Salo: Palmer’s DHS resignation


Photo Courtesy of Iowa Department of Human Services

Charles Palmer has resigned from his position as the director of the Iowa Department of Human Services. 

Megan Salo

Wednesday, Gov. Kim Reynolds announced in a press release that she had received the resignation of the director of the Iowa Department of Human Services, Charles Palmer. 

“Chuck has been a dedicated public servant who has spent his life trying to improve the lives of Iowans,” Reynolds said, outlining Palmer’s achievements as director. “I want to wish him well as he enjoys his retirement with his wife and family.”

The press release said that his resignation will be effective as of June 16 and anyone who is interested in the position can see a job description here

Palmer has been named the director by former Gov. Terry Branstad, once in 1989 and again in 2011, giving him a total of 16 years in the position.

During his time as director, Palmer received backlash from the public multiple times after closing a home for troubled girls in Toledo in 2014 and two mental hospitals in Cherokee and Mount Pleasant under Branstad’s direction in 2015.

Although the press release didn’t give an exact reason for Palmer’s resignation, Palmer’s statement was included in the release:

“It has been an honor to serve the people of Iowa as the director of the Department of Human Services. Through the many accomplishments that the men and women in this agency have achieved, we have made a significant difference in the lives of vulnerable Iowans,” Palmer said. “Serving under the Branstad-Reynolds Administration was a great privilege. I believe the time is right for me to retire from my position as director and I stand ready to assist in any way to assure a smooth transition.”

Although he said that “the time was right” for him to retire, he told the Des Moines Register in April that he wasn’t planning on retiring anytime soon. Does his sudden change of heart have something to do with the recent bad press the DHS has received after the two deaths of Iowa home-schooled teenagers? 

In both Natalie Finn and Sabrina Ray’s cases, the DHS had received reports of possible abusive situations. The DHS investigated these claims but didn’t find enough evidence to remove the children from their homes. 

Palmer had received a lot of hate from the media, government officials and the public after these cases became public. 

Iowa State Senators Janet Peterson and Matt McCoy, both members of the Senate Oversight Committee, are two who had called for the resignation of Palmer after Natalie and Sabrina’s deaths and the case of Malayia Knapp who escaped from her abusive home and is now trying to remove her siblings from the same situation. 

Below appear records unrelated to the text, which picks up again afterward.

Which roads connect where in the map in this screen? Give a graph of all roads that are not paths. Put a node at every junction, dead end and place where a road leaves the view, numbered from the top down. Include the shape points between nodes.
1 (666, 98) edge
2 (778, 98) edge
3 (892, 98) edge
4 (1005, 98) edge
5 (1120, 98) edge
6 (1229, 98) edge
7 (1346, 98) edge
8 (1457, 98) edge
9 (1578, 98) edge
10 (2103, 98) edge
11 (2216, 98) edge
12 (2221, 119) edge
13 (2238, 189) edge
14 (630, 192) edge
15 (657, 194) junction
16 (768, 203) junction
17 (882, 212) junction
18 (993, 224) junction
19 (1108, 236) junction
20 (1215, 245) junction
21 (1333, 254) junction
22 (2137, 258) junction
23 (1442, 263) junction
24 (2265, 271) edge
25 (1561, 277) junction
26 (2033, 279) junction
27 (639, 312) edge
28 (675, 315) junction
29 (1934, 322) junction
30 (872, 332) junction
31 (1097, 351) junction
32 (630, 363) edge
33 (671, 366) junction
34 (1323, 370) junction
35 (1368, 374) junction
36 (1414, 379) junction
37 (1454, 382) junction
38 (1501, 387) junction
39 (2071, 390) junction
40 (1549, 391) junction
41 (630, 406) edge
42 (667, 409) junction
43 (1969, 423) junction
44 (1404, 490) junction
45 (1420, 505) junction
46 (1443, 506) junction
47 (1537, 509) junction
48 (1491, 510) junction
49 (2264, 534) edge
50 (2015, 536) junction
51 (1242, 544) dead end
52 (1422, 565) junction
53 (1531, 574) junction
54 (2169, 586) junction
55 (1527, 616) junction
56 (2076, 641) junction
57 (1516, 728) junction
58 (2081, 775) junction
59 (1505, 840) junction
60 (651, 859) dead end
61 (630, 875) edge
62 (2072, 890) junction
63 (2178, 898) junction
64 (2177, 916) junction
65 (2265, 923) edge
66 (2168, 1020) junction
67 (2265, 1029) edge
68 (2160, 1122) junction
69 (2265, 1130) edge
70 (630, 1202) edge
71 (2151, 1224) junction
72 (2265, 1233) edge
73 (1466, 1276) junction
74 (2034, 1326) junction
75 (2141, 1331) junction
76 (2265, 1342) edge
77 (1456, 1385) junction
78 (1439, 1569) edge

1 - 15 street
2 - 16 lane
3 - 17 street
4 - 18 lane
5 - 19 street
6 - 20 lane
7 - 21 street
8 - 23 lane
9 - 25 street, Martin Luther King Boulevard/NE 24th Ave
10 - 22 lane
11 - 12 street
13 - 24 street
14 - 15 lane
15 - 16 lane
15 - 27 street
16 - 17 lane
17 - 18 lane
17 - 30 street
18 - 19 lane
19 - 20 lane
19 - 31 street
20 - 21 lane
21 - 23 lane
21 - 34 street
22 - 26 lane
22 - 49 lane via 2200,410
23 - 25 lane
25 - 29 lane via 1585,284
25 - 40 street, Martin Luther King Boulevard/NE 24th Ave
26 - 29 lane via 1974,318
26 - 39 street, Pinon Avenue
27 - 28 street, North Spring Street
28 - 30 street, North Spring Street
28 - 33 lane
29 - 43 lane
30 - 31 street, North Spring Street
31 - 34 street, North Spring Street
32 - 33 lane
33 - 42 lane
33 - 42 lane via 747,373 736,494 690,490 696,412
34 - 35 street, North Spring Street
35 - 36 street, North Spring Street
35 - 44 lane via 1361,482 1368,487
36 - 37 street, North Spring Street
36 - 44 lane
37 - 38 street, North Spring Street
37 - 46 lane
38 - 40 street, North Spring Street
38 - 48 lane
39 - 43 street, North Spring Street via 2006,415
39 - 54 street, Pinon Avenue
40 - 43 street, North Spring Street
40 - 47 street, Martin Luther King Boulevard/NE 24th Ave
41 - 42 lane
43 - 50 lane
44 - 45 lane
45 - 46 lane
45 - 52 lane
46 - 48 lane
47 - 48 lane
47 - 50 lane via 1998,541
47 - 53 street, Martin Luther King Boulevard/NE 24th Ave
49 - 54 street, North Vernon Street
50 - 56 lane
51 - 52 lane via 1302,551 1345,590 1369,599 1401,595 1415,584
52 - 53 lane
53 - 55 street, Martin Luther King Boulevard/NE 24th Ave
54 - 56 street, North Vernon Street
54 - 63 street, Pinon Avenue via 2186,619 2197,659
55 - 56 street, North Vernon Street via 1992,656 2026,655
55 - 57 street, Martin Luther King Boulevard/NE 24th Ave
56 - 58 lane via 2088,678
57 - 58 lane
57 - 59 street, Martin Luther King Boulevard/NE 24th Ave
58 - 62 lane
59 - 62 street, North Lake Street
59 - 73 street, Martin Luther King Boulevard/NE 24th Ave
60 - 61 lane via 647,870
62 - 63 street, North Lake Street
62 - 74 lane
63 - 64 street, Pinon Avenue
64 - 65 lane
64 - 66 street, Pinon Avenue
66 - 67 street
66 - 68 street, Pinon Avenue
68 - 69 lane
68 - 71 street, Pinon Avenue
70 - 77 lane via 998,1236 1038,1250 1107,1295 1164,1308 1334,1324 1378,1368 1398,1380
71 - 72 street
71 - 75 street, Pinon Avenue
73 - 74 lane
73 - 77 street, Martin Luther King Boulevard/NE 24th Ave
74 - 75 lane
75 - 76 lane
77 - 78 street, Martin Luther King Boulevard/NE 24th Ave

“The state has failed at-risk children again and again,” Petersen said in a report by The Gazette. “Iowans are demanding change, they are demanding results, and they do not want to see another child die due to the failures of the Branstad/Reynolds administration.” 

McCoy also sent a statement to the Daily through email:

“I have been calling for the DHS director Charles Palmer to resign for several months. I firmly believe that under his watch DHS was dismantled and became impudent due to his negligence.

“Since Governor Branstad returned to office in 2010 – DHS has shed 1,135 employees. There are 56 counties with no child abuse investigator living in the county. There were 52,000 calls to the child abuse hotline last year. 37,000 calls required investigation. There are approximately 175 child abuse investigators. Some investigators cover five counties with several hours of driving to cover their territory. The average investigator worked at least 15 hours of overtime with some averaging 70 hour work weeks.

“The Governor and republicans cut an additional $24 million from the department effect July 1, 2017. Sixteen million of that cut will be directly from field services which provides funding for investigators.

“DHS had ample warnings in the Finn case, Knapp case and Ray case. They failed these children due to failure to fully investigate numerous reports from teachers, nurses and parents. Chuck Palmer is leaving the DHS in disgrace because he allowed for a culture of incompetence to thrive.”

I agree with McCoy that however civil his retirement might have seemed in the press release sent by Gov. Reynolds, I don’t believe he is leaving his position with respect. 

As I’ve said in a previous column, the DHS was directly responsible – at least partly – for the deaths and treatments of the abused children that have been in the media and for all those who are dealing with abuse away from the cameras.  

And instead of working to right the wrong that they have made in Iowa government, Palmer is jumping ship. To me, it feels like he knows what to do, because it’s simple – dedicate more resources to DHS – but he’s not willing to fight to fix it. 

I’m not claiming to know everything about how politics work and I also don’t know all of what Palmer accomplished while he was in his position, but I do know that he made a mistake and is now pushing that mistake on to someone else to deal with. 

It’s my hope that Gov. Reynolds and whoever they choose to take over Palmer’s position will care enough to make Iowa DHS a priority so that no more children have to die because of a negligent government.